Git is the most popular source control system in wide usage today, hands down. It’s also the unfriendliest source control system in use these days, hands down.

TFS and Azure DevOps have adopted Git as their default source control provider, and teams that previously had no experience with Git are now working with it, even though their previous default source control provider (TFVC or SVN) was a completely different animal.

Put those ingredients together, mix in a little frustration and merge conflicts, and you have $20,000 lost in productivity without realizing it, within in the first few months.

A cross-functional enterprise software team recently moved to TFS 2018, and along with it Git as their source control provider. The team was used to having long-lived individual branches for feature work, and they continued this practice with git.

Within a few weeks, however, they started to notice problems: changes that were previously in “master” (the default name for the centralized branch in git) were being merged out. As the team ramped up its feature delivery, this happened more and more. At first, they would reach out to the affected developer and ask them why their feature (that they thought was merged in) wasn’t in the delivered software. This kept happening.

Finally, one of the newer developers that it happened to asked other members of the team: What’s your branching strategy? “We have our own named branches that we use and we use the same branch for every feature” was the reply.

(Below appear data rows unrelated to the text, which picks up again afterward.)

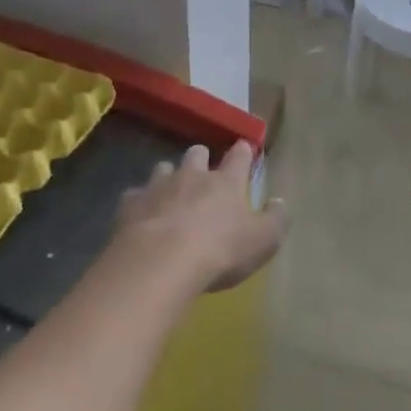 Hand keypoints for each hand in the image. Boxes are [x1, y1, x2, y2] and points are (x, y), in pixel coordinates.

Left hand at [116, 142, 286, 291]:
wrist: (160, 262)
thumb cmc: (219, 251)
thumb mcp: (261, 242)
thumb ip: (275, 220)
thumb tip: (280, 202)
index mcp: (226, 182)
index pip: (239, 157)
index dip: (242, 152)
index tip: (244, 148)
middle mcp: (192, 176)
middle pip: (197, 154)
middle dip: (201, 158)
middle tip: (203, 172)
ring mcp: (159, 186)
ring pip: (164, 168)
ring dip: (169, 177)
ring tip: (170, 193)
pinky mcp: (130, 204)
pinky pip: (135, 195)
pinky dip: (139, 203)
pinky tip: (140, 216) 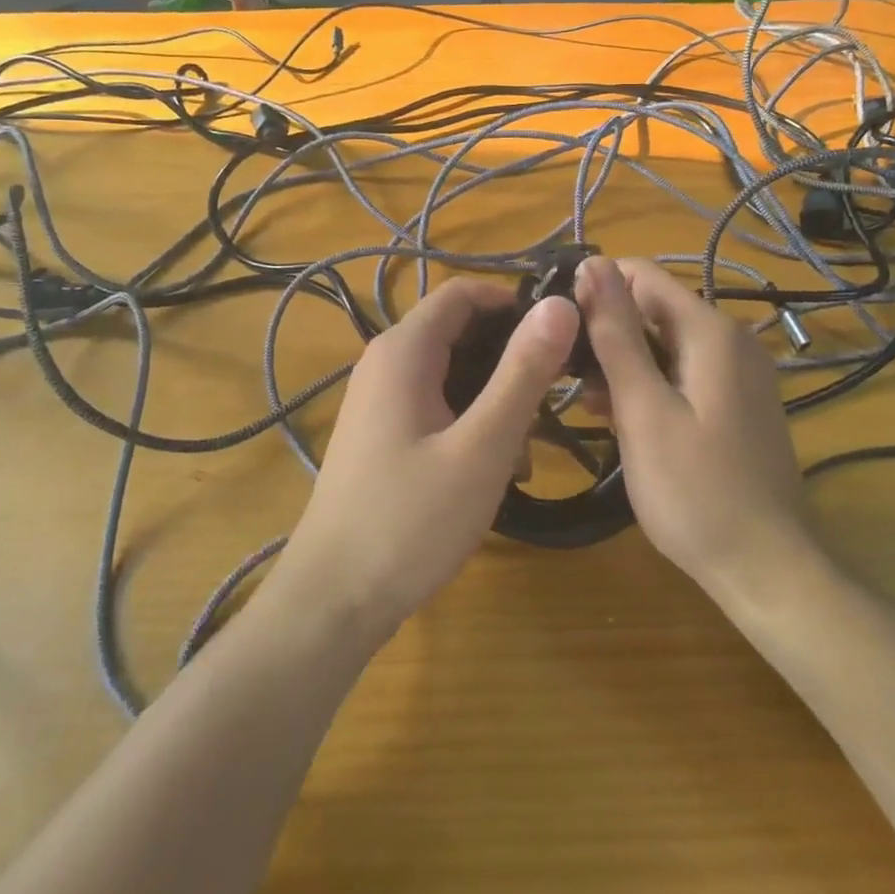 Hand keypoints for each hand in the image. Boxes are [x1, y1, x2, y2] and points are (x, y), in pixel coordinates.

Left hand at [273, 277, 578, 640]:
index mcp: (404, 350)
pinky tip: (498, 469)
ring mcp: (381, 399)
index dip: (515, 302)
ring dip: (496, 397)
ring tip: (529, 448)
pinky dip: (472, 421)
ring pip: (453, 372)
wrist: (333, 601)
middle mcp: (386, 362)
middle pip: (460, 332)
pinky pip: (438, 405)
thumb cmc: (411, 521)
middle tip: (554, 398)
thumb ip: (523, 372)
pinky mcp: (384, 433)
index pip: (464, 293)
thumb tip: (560, 305)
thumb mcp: (482, 446)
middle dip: (511, 358)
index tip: (561, 335)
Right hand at [575, 257, 815, 602]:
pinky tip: (616, 415)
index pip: (642, 275)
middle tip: (563, 370)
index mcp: (711, 331)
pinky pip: (681, 373)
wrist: (766, 569)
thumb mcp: (643, 408)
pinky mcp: (735, 402)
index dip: (595, 288)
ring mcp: (738, 372)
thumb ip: (617, 333)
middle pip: (654, 309)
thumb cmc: (695, 490)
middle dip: (607, 331)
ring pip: (664, 344)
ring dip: (622, 362)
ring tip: (582, 400)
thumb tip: (592, 263)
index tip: (557, 322)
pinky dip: (647, 384)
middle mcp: (731, 339) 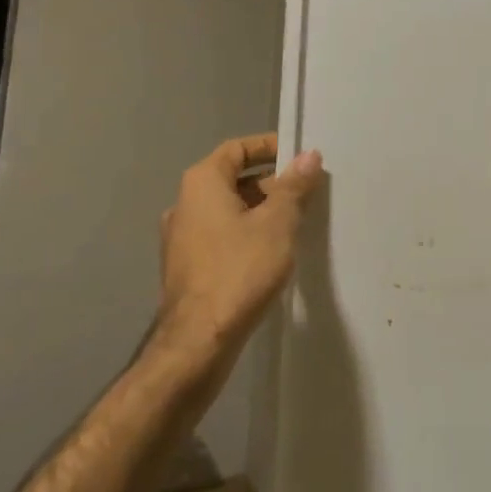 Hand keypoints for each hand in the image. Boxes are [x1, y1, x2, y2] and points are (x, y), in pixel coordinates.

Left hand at [158, 133, 324, 351]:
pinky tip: (271, 254)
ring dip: (260, 211)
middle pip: (233, 179)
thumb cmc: (239, 270)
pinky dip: (246, 235)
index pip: (238, 148)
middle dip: (271, 183)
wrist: (197, 343)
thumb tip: (309, 156)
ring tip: (295, 224)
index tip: (299, 158)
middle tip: (306, 194)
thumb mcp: (277, 223)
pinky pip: (221, 236)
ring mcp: (181, 239)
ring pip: (228, 210)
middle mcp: (185, 204)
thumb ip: (294, 186)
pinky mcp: (186, 268)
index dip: (269, 148)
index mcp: (202, 183) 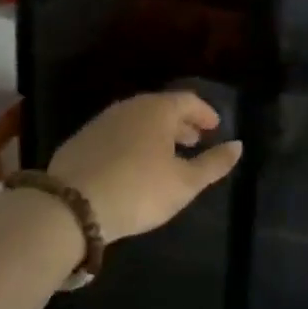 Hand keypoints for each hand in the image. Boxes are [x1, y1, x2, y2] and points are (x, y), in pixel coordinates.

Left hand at [48, 92, 241, 241]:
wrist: (70, 208)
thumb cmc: (139, 189)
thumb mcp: (184, 183)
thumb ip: (214, 163)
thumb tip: (238, 146)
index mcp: (158, 109)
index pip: (188, 100)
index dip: (204, 113)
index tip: (215, 128)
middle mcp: (130, 107)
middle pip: (162, 108)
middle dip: (181, 124)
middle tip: (194, 142)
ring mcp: (102, 122)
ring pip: (137, 120)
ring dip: (156, 134)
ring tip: (166, 156)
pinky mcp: (81, 141)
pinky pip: (117, 134)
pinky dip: (133, 143)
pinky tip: (133, 166) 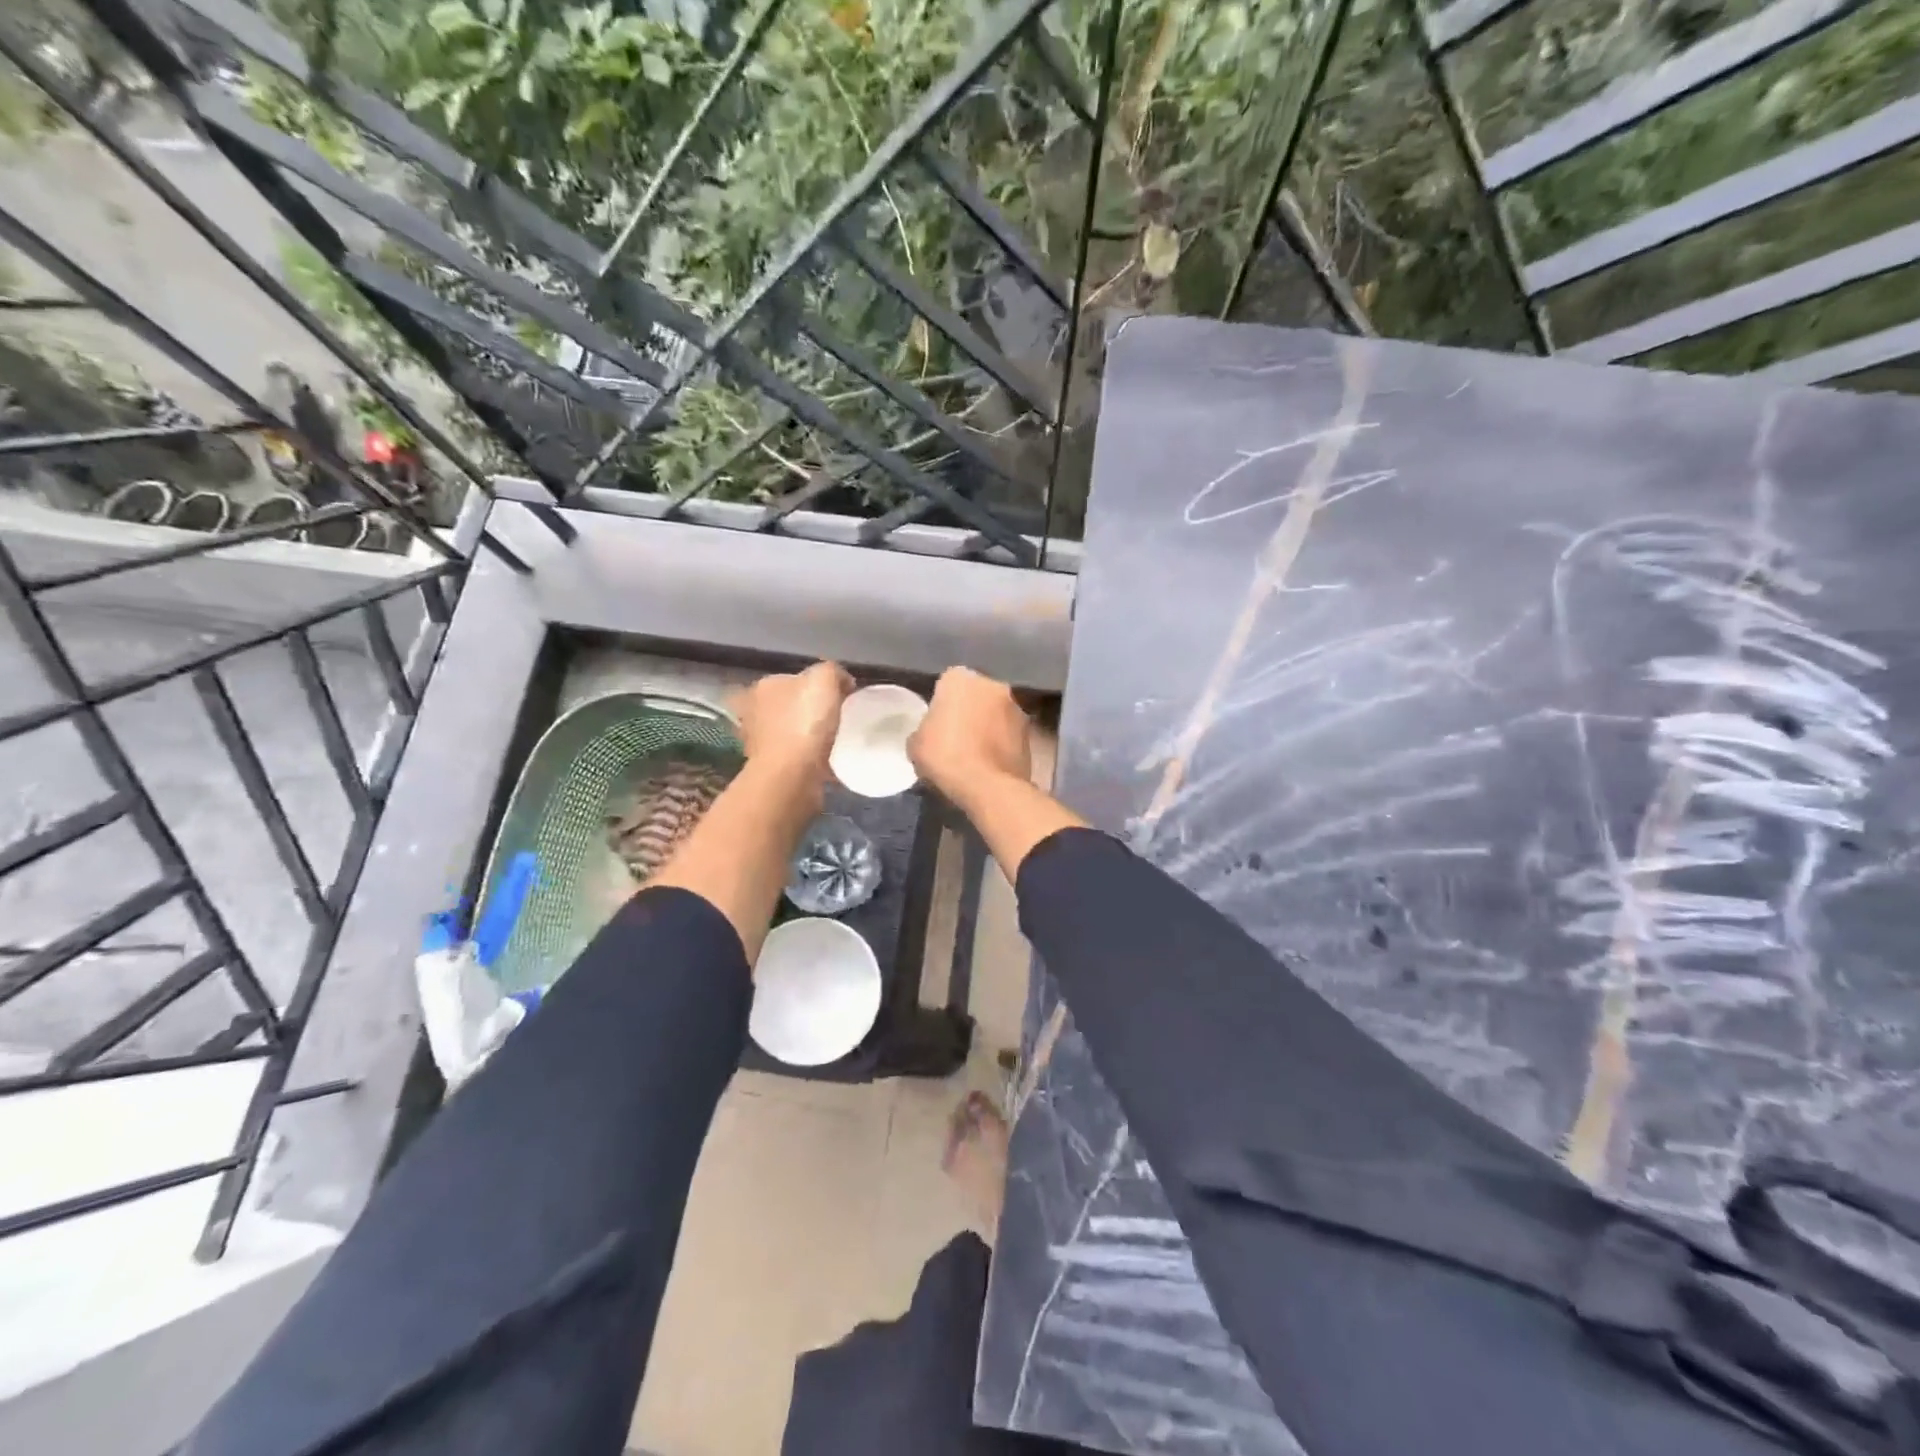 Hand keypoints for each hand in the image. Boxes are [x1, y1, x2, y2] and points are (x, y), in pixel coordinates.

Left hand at [731, 662, 852, 784]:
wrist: (791, 775)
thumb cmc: (805, 722)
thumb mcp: (825, 679)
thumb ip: (833, 672)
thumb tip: (842, 682)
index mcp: (764, 686)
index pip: (795, 678)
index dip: (819, 685)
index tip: (842, 697)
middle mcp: (754, 711)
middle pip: (790, 705)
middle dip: (810, 710)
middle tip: (839, 718)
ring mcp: (759, 742)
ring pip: (791, 731)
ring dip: (808, 736)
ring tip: (835, 741)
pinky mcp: (770, 768)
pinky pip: (795, 756)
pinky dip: (809, 758)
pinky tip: (827, 762)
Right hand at [909, 667, 1032, 805]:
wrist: (988, 786)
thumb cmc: (945, 756)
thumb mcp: (915, 745)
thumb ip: (924, 730)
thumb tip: (930, 734)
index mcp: (960, 678)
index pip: (947, 683)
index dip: (941, 704)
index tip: (937, 724)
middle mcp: (992, 684)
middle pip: (976, 695)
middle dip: (968, 710)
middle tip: (956, 737)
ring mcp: (1016, 707)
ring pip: (995, 713)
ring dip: (988, 726)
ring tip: (975, 753)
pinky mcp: (1030, 732)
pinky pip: (1009, 734)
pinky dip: (1002, 743)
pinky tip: (991, 764)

Ah ha! thought the new developer, that’s where the problem is. She proceeded to sit down with other members of the team and show them the problem. Git, you see, makes branches very lightweight — they’re effectively a post-it note at a certain point in the repository. Any new changes are also marked with this same post-it note, and when you’re ready, git will put all those changes right where that post-it note was, and then throw away the note.

TFVC can’t use post-it notes; it requires that you make physical copies of the files and make changes to those copies and then check each copy against its original and merge those changes together.

The problem — and the reason why the team was seeing conflicts merged out; is that it’s very easy and fast to move a post-it note to another point in the repository and tell git to start from there, but that’s not what was happening. The post-it note was staying at that very old place in the repository, and trying to check changes against that old starting point. If people didn’t move the post it note forward, git had a lot more work to do, and the potential for error increased.

The net effect was that every time the team had to stop and figure out how the heck those changes got merged out — if they even realized the problem was in source control in the first place — cost the team money. Delivery downstream impacts, developer time, cycle time as QA waited for new builds, all of that added up to — in some cases, a loss of $20000 per incident in productivity time.

The moral of the story isn’t to go out and buy git training (though it’s well worth it), it’s that the things that sap a team’s productivity and cost delivery teams money could be a mismatch between the process the team has and what the process should be for that team. In this case, the fix was a slight change in how develoeprs branched, an activity that took a sum total of a few seconds.